As usual, it is easier to understand using an example. It’s a bank. A retail bank. Every 3 months or so they conducted a cross sell opportunity review. In the review they identify (programmatically) which products might be suitable for a customer. Products which the customer does not currently have. Hence the name “cross selling” opportunity, or CSO. The results of this CSO identification software are then reviewed manually by the customer service officers and they adjusted/overwritten the results. The final output is then sent to the bank’s data warehouse for storage and reporting.

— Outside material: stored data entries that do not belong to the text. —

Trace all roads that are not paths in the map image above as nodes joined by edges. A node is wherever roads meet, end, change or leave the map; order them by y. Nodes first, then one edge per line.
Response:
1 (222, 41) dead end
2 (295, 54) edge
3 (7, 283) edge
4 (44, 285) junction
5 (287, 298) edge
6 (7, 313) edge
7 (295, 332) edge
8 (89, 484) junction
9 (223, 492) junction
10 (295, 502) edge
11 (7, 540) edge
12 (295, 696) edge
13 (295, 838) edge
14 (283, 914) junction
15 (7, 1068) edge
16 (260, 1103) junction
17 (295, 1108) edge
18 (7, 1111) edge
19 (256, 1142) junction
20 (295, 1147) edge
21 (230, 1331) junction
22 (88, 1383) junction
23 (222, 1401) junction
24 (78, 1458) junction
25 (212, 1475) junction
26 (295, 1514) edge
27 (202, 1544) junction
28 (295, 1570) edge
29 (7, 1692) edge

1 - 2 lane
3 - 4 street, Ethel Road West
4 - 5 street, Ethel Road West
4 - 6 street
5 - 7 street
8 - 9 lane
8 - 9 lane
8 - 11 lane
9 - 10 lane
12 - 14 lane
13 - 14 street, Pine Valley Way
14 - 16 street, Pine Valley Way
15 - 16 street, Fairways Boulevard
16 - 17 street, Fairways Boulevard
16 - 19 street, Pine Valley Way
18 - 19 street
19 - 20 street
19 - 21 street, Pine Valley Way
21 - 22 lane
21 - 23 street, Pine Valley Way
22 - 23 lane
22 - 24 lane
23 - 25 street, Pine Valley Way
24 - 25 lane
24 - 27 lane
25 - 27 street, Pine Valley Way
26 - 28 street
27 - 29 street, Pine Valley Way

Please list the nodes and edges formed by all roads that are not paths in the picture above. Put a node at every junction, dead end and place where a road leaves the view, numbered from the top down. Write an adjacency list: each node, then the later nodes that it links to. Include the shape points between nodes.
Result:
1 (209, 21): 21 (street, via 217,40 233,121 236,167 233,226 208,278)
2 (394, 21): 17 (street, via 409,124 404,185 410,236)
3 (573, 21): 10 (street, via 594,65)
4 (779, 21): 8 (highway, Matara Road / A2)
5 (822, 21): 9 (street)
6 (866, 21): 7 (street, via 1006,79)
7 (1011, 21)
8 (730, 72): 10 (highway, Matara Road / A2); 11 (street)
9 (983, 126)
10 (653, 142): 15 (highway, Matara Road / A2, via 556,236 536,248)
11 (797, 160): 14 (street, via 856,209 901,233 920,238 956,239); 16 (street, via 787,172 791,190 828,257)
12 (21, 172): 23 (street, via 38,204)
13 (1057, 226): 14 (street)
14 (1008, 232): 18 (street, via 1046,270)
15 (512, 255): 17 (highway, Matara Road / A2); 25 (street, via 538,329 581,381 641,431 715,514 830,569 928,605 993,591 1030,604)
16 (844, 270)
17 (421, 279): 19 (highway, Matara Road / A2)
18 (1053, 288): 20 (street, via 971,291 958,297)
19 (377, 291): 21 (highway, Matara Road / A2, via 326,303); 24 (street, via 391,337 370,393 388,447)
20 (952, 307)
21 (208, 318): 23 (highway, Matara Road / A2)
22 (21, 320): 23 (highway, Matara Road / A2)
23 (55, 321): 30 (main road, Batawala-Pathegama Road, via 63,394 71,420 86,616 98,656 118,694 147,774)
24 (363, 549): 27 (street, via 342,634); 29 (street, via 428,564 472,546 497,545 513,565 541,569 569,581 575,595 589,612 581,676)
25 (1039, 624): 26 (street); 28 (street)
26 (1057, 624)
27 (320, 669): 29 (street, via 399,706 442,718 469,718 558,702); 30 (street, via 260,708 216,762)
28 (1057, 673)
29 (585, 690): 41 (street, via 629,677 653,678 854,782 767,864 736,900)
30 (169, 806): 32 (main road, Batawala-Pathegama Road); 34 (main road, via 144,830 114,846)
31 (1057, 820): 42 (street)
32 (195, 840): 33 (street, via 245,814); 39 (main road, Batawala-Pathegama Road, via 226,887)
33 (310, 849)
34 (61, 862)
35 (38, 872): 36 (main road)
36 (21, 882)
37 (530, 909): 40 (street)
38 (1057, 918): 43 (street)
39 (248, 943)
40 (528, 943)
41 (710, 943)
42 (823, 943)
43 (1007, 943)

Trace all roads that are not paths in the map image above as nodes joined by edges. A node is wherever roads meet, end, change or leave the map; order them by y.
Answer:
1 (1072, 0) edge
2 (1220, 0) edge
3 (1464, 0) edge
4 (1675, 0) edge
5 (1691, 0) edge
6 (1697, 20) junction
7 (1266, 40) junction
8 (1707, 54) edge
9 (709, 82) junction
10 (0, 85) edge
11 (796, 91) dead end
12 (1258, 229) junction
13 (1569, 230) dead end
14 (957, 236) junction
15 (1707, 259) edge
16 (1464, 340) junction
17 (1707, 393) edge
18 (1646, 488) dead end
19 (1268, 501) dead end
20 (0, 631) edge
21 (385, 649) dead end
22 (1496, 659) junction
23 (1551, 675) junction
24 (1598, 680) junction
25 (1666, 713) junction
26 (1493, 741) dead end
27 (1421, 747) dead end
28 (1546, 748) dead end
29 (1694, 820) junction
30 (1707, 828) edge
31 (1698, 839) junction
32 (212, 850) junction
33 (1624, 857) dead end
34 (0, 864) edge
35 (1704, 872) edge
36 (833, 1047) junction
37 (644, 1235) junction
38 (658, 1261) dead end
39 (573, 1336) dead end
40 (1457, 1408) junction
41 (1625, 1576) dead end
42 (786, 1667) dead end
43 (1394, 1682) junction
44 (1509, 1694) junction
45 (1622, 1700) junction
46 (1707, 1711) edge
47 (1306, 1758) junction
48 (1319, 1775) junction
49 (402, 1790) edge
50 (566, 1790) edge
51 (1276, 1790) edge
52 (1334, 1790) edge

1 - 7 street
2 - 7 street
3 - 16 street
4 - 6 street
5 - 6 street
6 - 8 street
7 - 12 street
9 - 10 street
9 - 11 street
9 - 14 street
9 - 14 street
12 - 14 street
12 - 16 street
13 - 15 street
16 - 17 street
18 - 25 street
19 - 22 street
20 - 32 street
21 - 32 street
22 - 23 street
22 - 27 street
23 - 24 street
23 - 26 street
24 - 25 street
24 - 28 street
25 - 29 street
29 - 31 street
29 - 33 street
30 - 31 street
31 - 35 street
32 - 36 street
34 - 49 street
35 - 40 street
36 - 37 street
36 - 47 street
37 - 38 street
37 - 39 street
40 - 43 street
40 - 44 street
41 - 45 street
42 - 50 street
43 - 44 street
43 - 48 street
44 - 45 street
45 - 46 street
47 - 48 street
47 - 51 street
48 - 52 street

Let’s have a look at the table structure:
create table dim_customer (customer_key int, customer_name varchar(50)) create table dim_cso (cso_key int, cso_product varchar(50)) --cross selling opportunity create table dim_review (review_key int, review_number int, review_date date) --a review is conducted across all customers in the bank, about once a quarter create table bridge_customer_review (customer_key int, review_key int, cso_key int) insert into dim_customer values (1,'Customer1'), (2,'Customer2') insert into dim_cso values (1,'Mortgage'), (2,'Investment'), (3,'Mortgage, Investment'), (4,'Credit Card'), (5,'Mortgages, Credit Card'), (6,'Investment, Credit Card'), (7, 'Mortgage, Investment, Credit Card') insert into dim_review values (1, 1, '2011-04-29'), (2, 2, '2011-07-29') insert into bridge_customer_review values (1,1,1), (1,1,2), (1,2,1), (1,2,2), (1,2,4), (2,1,1),(2,2,1),(2,2,2) select * from dim_customer select * from dim_cso select * from dim_review select * from bridge_customer_review
And these are the questions that the table structure was designed to answer:
-- Q1. How many customers have Investment cross selling opportunity? select count( distinct customer_key) from bridge_customer_review where cso_key = 2 -- Output: 2 -- Q2. List of customers having Investment cross selling opportunity: select distinct C.customer_name from bridge_customer_review B join dim_customer C on C.customer_key = B.customer_key join dim_cso O on O.cso_key = B.cso_key where O.cso_product = 'Investment' /* Output: Customer1 Customer2 */ -- Q3. What are the CSOs for Customer1? select B.review_key, O.cso_product from ( select customer_key, review_key, sum(cso_key) as cso_key from bridge_customer_review group by customer_key, review_key ) B join dim_cso O on O.cso_key = B.cso_key join dim_customer C on C.customer_key = B.customer_key where C.customer_name = 'Customer1' /* Output: instance_dd cso_product 1 Mortgage, Investment 2 Mortgage, Investment, Credit Card */ -- Q4. For Customer1 how many reviews are Mortgage, Investment, Credit Card? select count(*) from ( select customer_key, review_key, sum(cso_key) as cso_key from bridge_customer_review group by customer_key, review_key ) A join dim_cso O on O.cso_key = A.cso_key join dim_customer C on C.customer_key = A.customer_key where C.customer_name = 'Customer1' and O.cso_product = 'Mortgage, Investment, Credit Card' -- Output: 1 --Q5. In the July review, which customers get cross selling recommendation of Mortgage and Investment? select count(*) from ( select customer_key, review_key, sum(cso_key) as cso_key from bridge_customer_review group by customer_key, review_key ) A join dim_cso O on O.cso_key = A.cso_key join dim_customer C on C.customer_key = A.customer_key join dim_review R on R.review_key = A.review_key where R.review_date = '2011-07-29' and C.customer_name = 'Customer1' and O.cso_product = 'Mortgage, Investment' -- Output: 1
In the bridge table above, we have a customer key column and a CSO key column. The customer key column points to the customer dimension as usual, whereas the CSO key column points to the Cross Selling Opportunity dimension, which contains recommended cross sell products. The bridge table essentially is a factless fact table connecting these 2 dimensions. It contains which products are recommended for each customer for cross selling.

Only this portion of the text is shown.